Indeed, words seem to dominate this film: the dialogue, entirely in German, follows the Faustian text not literally, but in a fragmenting, fragmented and fragmentary manner: the text seems out of joint and phrases seem abridged; words flow but have little meaning. If the political leaders of the tetralogy’s first three films share with Faust an obsession with words, then it is about words as in language or sound, but not words that express an idea. Faust is no man who follows ideas; ideas and words are less relevant for him than food and flesh. Such a Faust seems no match for the dictators who are governed by words and ideas: he is unhappy for material reasons, but they do not impair any grand searches he may have. The pawnbroker suggests quite correctly that there is no meaning in life, nothing of value—nothing to pawn. It is this void which leads to the final frames of film, when Mephisto has taken Faust to a world of volcanoes and geysers. And it is in the face of the force of nature that Faust finds pleasure, and understands the grand project of the world apparently better than through his writing or his research.

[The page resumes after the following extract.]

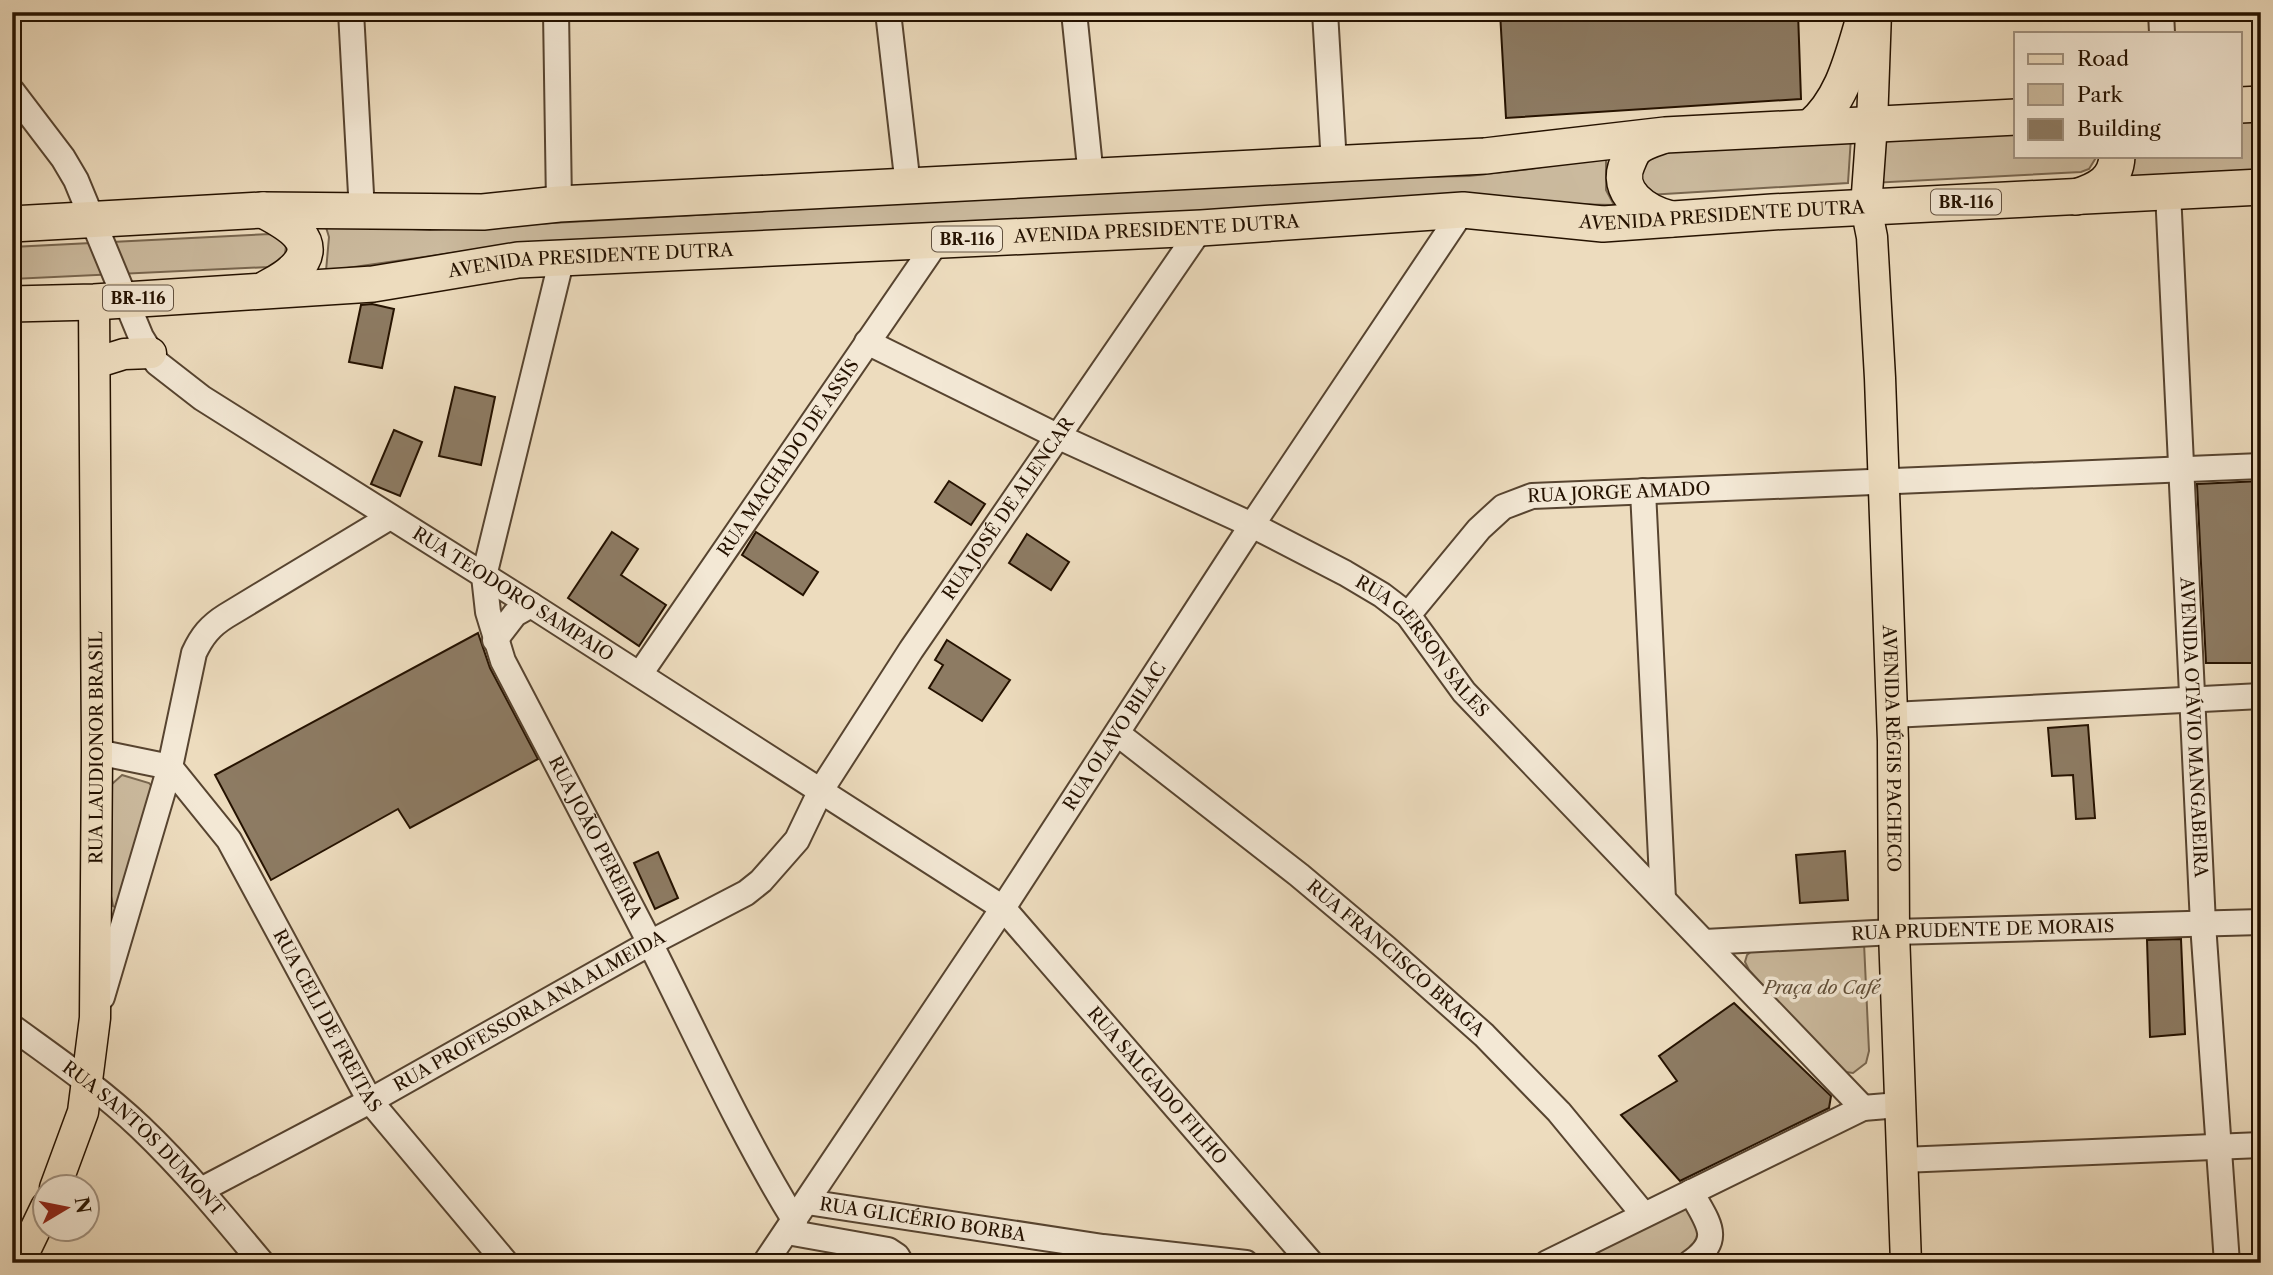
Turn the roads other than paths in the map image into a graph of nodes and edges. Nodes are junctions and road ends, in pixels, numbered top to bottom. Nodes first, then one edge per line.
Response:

Faust screened at the London Film Festival on 24th and 27th October. Currently there is a Sokurov retrospective at the BFI, which offers a unique opportunity to see on the big screen the earlier films: from the early documentaries of the perestroika era to his early feature film The Lonely Voice of Man, based on the literary works of Andrei Platonov; Save and Protect, his adaptation of Flaubert’s Madame Bovary; the transposition of G B Shaw’s Heartbreak House with the title Mournful Indifference; and the film Days of Eclipse, on which Fredric Jameson has written a seminal chapter in his book on the geopolitical aesthetic. Sokurov’s early work is in many ways very different from his later, more perfected cinematic visions, where the representation of life turns into an artistic image. But these rarely shown, early films and documentaries explain the origins of Sokurov’s aesthetics: his (almost Chekhovian) emphasis on silences and pauses rather than words, his perception of the cinematic frame as if it were the frame of a painting, and therefore the understanding of cinema as a medium that brings to life a ‘nature morte’ rather than imprint on celluloid the surrounding reality. And this approach makes Sokurov a very different, unique, and outstanding filmmaker – one who does not fit easily into a canon.■

Birgit Beumers is the co-editor of The Cinema of Alexander Sokurov, the first complete study of the director’s ouevre.